Villa Domínico, 1.º de junio de 2024

 

«Glorifica a tu Salvador». Es la invitación de la Secuencia, la meditación poética que escuchamos antes del Evangelio en esta solemnidad y expresa muy bien el sentido de nuestra celebración: nos hemos reunido para alabar y bendecir al Señor por el don de la Eucaristía en el camino de la Iglesia. Lo hacemos en este año dedicado a la oración en preparación al Jubileo del año próximo, en el que dejamos resonar la invitación del papa Francisco a ser peregrinos de la esperanza.

Esta es la razón que nos ha impulsado a congregarnos aquí, en Villa Domínico, en la solemnidad del Cuerpo y la Sangre de Cristo, para rendir homenaje a Cristo en el «sacramento de su amor» y reforzar al mismo tiempo los vínculos de comunión que nos unen como Iglesia diocesana de Avellaneda-Lanús.

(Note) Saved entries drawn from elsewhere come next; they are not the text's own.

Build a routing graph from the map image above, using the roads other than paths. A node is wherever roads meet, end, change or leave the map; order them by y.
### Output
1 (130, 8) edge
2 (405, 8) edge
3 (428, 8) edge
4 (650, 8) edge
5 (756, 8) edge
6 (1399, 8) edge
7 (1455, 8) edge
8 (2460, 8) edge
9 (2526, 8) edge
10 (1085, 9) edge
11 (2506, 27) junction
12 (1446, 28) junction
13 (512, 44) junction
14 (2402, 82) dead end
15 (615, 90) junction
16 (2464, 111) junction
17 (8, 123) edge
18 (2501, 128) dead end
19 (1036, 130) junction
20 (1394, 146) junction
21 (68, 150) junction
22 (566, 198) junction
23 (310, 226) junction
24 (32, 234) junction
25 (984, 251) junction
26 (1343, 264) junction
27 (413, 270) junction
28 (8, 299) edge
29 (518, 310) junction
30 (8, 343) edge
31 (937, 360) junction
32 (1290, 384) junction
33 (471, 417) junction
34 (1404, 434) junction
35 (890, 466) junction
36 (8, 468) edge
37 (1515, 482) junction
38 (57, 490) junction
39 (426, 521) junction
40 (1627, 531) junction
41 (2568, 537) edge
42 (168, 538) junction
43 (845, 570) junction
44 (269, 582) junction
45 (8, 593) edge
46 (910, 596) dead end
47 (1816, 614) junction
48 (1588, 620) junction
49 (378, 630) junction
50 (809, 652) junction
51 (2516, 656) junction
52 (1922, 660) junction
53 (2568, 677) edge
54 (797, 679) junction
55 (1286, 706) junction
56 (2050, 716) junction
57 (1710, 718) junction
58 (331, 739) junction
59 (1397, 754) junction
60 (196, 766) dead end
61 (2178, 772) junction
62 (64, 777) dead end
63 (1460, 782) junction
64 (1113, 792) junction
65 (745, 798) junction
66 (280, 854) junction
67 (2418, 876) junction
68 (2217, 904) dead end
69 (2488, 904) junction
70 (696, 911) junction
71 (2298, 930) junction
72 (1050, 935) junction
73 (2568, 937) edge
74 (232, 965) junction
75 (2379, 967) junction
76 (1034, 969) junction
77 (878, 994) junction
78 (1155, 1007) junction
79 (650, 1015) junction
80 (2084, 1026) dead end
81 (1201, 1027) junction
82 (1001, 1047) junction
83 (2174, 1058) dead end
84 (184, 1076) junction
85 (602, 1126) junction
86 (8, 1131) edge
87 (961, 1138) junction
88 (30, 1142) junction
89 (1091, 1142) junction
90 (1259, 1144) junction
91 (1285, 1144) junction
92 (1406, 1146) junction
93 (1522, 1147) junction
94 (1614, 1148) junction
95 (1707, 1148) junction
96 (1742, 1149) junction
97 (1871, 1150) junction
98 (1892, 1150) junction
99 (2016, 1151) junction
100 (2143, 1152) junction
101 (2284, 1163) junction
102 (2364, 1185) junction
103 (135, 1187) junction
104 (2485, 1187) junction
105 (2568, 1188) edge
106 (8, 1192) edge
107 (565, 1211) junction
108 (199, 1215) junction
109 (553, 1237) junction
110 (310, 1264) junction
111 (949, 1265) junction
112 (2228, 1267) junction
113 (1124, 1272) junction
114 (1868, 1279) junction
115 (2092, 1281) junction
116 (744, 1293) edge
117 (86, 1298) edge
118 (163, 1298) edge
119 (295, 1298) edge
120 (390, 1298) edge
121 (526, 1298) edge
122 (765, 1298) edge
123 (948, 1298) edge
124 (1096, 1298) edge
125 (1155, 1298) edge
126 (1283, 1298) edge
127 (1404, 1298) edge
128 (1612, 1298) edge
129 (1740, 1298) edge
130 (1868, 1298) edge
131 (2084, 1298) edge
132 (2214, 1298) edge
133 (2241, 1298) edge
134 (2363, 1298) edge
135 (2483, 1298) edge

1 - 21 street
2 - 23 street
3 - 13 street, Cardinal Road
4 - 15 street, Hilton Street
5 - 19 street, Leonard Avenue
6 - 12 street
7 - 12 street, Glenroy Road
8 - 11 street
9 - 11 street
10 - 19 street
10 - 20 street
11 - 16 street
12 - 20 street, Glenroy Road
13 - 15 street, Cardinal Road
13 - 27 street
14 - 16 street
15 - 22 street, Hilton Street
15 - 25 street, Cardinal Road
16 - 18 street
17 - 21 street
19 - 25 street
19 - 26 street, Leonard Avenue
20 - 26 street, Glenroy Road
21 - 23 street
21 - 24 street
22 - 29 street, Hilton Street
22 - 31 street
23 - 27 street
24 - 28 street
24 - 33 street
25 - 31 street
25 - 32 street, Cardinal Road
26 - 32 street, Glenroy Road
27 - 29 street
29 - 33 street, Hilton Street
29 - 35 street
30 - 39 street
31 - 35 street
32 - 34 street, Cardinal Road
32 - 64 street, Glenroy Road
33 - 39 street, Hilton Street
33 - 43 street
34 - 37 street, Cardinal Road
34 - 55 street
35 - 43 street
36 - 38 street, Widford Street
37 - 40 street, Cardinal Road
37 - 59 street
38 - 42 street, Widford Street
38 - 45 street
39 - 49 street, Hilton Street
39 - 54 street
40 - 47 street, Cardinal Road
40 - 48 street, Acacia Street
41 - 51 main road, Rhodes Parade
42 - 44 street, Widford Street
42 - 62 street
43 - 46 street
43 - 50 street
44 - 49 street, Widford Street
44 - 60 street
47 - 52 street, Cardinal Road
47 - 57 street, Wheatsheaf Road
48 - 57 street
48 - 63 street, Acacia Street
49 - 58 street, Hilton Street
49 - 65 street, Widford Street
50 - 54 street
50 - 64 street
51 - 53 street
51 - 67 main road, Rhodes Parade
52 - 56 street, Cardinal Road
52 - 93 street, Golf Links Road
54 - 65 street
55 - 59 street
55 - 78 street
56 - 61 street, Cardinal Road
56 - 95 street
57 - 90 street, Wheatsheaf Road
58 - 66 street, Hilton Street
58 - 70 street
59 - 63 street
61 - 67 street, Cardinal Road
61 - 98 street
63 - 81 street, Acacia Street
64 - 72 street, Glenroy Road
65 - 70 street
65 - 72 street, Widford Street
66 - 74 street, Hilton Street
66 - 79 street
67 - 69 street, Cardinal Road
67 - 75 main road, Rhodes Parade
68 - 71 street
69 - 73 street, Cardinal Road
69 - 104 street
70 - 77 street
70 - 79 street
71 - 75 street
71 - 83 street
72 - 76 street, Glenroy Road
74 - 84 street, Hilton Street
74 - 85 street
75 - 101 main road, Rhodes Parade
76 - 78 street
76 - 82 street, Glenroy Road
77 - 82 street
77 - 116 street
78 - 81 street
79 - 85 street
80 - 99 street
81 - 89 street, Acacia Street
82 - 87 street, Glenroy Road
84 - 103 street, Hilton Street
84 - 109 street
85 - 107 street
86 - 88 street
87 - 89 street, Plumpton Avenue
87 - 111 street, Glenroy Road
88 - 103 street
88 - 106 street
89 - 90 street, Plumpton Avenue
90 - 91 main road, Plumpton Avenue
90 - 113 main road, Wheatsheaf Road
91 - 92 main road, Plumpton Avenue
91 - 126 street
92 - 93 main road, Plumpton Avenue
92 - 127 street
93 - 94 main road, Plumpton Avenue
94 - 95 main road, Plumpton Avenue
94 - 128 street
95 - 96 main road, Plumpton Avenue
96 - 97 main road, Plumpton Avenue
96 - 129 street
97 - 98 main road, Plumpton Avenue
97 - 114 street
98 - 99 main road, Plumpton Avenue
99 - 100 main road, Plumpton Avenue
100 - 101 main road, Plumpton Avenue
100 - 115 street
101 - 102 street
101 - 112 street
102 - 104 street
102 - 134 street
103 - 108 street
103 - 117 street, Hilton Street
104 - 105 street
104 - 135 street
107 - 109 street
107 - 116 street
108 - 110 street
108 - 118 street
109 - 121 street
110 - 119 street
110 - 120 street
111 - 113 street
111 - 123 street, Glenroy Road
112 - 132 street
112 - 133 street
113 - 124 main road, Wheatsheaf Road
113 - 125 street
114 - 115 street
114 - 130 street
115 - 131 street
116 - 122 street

En este marco, me gustaría invitarlos a redescubrir la centralidad de la celebración de la Eucaristía en el domingo, nuestra «pascua semanal», expresión de la identidad de la comunidad cristiana y centro de nuestra vida y nuestra misión. Gracias a la Eucaristía, sacramento de la Pascua del Señor, memorial de la alianza de Dios con nosotros, como nos recuerdan las lecturas que acabamos de escuchar, continuamente redescubrimos quiénes somos y quiénes estamos llamados a ser. Nuestra piedad eucarística y nuestra espiritualidad se desequilibran un poco cuando olvidamos este centro, que tiene lugar precisamente en el encuentro de toda la comunidad cristiana en torno a la Palabra de Dios y la mesa eucarística.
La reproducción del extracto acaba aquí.